Segment Open

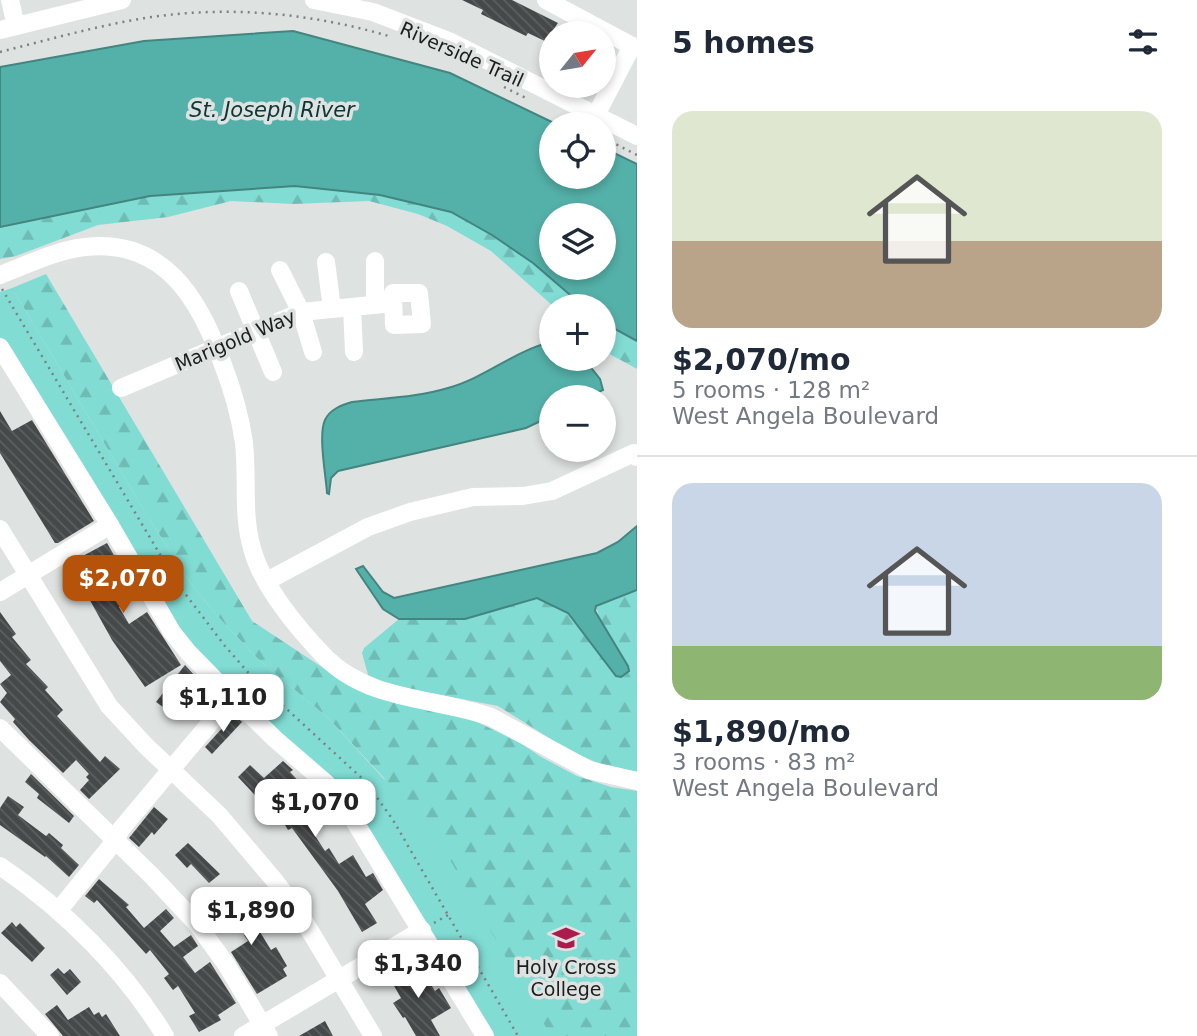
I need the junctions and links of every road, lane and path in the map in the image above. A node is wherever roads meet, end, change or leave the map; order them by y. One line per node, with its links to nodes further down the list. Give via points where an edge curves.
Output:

Segment Closed
Segment Open

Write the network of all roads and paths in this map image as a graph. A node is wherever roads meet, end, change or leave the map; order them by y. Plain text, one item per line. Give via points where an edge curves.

Segment Closed
Segment Open

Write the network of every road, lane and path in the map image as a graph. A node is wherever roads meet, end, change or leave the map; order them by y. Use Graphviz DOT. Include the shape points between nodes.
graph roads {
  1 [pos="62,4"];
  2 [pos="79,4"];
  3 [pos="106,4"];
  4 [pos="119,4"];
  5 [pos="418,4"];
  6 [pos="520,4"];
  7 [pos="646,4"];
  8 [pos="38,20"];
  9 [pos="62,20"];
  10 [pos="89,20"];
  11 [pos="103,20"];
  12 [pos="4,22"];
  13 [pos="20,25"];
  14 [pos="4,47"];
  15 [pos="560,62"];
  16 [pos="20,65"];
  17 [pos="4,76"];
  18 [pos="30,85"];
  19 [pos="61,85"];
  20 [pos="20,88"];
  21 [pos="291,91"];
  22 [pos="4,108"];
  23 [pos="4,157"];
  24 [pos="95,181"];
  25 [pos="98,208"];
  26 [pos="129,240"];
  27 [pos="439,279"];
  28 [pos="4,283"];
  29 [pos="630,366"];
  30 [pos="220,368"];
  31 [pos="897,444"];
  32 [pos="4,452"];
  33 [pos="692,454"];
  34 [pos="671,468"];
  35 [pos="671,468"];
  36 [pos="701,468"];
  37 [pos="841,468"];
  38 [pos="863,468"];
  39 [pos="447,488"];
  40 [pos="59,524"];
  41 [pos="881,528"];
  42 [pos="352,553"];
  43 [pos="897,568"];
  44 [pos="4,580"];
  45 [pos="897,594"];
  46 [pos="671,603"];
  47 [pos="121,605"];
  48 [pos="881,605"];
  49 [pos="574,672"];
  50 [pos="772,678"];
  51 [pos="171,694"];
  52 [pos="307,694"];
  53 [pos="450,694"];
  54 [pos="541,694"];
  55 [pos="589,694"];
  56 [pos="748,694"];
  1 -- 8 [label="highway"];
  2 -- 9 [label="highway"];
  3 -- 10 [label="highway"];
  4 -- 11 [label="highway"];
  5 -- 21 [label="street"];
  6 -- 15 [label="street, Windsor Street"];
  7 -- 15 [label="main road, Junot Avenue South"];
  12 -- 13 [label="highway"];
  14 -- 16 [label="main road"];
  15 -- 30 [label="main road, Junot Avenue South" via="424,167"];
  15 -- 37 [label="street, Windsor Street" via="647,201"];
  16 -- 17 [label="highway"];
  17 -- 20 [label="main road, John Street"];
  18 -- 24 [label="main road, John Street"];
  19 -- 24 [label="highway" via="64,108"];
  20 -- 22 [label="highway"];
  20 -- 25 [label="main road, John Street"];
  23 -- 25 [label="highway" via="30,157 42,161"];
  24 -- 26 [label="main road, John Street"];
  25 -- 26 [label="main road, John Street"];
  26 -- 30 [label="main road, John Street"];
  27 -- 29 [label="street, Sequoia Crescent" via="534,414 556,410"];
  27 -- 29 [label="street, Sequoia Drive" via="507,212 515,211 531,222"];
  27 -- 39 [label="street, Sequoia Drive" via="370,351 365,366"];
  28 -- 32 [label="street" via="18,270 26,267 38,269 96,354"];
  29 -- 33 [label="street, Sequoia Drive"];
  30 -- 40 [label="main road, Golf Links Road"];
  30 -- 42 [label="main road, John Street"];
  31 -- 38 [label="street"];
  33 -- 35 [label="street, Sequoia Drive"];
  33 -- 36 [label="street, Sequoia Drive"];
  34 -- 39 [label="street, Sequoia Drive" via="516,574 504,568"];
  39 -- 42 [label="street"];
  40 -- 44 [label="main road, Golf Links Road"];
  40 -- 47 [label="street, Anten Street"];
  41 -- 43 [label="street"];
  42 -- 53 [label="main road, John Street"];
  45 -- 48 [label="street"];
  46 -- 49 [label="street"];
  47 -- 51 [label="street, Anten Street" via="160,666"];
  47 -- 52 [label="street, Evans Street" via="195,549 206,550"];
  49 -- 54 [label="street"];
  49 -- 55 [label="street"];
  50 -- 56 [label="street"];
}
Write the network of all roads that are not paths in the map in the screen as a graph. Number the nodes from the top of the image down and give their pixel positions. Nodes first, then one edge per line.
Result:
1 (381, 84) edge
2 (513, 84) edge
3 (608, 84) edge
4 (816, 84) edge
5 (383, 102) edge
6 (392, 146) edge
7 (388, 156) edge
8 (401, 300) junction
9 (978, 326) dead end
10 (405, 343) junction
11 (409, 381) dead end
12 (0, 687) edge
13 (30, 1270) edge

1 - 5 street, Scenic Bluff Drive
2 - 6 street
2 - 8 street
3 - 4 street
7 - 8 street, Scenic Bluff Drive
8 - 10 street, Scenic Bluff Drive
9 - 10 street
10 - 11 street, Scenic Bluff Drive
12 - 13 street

Segment Closed

Using the records above, count the lines that hold the string "down", and give back only the result.

2